(Supplied material):

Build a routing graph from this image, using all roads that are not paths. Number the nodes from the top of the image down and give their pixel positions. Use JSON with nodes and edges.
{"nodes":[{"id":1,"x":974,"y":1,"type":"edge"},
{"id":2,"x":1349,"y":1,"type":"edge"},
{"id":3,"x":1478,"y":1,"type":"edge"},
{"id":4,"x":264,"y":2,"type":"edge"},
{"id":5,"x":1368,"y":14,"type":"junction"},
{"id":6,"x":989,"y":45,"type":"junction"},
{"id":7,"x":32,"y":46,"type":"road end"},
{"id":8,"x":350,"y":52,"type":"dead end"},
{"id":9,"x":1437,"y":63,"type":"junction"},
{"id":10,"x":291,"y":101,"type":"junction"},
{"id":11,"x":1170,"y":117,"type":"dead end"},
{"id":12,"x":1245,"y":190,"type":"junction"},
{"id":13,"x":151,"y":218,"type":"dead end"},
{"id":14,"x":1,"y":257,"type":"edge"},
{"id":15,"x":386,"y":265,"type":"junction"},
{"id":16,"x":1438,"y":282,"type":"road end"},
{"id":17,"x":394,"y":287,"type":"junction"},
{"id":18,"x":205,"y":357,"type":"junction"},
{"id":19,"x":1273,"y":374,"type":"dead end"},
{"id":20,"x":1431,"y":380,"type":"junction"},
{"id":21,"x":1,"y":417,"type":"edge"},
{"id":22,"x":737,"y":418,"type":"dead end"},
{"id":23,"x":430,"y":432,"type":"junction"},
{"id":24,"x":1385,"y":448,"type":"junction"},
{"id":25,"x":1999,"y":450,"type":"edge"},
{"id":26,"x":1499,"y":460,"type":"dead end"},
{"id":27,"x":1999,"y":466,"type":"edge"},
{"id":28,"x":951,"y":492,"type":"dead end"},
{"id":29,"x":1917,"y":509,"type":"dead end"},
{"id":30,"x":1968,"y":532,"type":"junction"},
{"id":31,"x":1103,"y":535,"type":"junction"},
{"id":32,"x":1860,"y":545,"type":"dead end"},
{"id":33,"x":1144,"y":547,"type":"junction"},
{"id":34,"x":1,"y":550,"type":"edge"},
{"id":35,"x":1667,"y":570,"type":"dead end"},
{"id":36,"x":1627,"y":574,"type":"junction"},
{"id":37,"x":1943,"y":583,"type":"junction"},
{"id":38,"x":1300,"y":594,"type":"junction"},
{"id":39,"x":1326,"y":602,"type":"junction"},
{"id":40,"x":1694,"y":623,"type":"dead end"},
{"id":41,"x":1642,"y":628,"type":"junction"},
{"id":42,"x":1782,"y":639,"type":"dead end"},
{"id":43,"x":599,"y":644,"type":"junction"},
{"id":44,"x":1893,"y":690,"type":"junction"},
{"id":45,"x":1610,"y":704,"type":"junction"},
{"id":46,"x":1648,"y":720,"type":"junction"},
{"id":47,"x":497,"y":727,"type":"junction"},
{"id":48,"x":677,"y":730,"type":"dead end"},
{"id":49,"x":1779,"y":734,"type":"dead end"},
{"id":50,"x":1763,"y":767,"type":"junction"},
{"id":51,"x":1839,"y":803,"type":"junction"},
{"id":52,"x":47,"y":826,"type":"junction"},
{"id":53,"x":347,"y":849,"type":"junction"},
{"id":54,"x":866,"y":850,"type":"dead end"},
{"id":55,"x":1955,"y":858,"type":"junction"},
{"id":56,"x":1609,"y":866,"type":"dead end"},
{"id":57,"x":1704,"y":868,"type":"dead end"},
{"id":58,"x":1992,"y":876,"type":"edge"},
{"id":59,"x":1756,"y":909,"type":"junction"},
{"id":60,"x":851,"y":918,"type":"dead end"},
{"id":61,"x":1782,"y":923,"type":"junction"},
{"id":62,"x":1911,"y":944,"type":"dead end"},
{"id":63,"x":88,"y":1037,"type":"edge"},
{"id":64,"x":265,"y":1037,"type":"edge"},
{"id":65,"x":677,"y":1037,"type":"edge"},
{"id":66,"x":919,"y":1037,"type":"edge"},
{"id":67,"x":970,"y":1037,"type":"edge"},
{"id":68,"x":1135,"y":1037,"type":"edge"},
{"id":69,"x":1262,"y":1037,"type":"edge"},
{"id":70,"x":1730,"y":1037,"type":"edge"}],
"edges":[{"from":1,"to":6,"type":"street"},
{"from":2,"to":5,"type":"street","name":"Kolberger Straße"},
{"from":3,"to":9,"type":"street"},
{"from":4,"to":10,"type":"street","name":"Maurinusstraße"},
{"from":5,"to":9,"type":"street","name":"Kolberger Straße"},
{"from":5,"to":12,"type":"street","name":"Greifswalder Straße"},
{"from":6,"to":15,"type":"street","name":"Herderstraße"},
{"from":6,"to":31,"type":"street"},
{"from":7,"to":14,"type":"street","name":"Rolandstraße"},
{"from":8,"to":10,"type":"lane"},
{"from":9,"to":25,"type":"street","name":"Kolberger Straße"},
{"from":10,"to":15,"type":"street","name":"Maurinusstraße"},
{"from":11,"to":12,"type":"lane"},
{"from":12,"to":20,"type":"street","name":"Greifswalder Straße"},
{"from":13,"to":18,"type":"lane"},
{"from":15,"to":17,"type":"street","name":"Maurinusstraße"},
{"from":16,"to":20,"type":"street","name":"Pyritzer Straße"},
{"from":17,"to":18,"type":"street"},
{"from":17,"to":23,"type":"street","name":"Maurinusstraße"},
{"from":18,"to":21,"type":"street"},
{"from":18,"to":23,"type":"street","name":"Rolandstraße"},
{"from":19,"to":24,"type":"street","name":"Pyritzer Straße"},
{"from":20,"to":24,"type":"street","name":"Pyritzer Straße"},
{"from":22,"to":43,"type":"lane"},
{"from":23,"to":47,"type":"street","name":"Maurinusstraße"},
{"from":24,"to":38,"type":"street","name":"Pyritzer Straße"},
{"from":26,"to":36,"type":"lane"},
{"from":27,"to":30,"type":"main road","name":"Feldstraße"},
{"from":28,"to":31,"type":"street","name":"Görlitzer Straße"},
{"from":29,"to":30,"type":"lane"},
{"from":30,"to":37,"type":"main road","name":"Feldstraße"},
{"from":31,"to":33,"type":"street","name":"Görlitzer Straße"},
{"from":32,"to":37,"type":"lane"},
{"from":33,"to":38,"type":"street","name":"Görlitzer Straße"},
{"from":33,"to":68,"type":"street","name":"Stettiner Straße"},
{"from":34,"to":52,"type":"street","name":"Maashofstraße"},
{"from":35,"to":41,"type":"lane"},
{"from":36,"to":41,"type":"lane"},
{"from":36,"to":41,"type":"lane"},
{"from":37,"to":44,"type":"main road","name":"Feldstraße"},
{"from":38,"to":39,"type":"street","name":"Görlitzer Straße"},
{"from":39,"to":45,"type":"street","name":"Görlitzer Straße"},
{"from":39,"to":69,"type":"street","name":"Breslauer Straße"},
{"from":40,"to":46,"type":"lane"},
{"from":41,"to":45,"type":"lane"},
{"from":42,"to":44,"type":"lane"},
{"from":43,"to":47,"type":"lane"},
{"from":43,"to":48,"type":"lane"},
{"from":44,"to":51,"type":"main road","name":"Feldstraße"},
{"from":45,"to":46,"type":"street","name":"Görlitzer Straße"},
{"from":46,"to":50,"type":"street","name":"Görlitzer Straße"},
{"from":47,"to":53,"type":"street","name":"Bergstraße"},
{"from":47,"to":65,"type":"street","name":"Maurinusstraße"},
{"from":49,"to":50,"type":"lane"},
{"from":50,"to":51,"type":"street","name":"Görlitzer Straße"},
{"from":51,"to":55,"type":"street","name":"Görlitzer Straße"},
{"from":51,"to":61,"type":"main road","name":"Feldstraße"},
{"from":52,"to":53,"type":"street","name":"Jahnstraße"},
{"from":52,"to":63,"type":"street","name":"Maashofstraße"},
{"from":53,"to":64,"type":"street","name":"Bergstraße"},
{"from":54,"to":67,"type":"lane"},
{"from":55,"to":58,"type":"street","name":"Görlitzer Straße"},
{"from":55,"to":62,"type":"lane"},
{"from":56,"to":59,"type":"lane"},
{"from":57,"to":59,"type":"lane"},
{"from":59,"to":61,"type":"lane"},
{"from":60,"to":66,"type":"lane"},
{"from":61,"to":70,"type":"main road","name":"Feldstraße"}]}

(What to work on):
Each line above where the word "Rolandstraße" occurs should be copied out.

(The answer):
{"from":7,"to":14,"type":"street","name":"Rolandstraße"},
{"from":18,"to":23,"type":"street","name":"Rolandstraße"},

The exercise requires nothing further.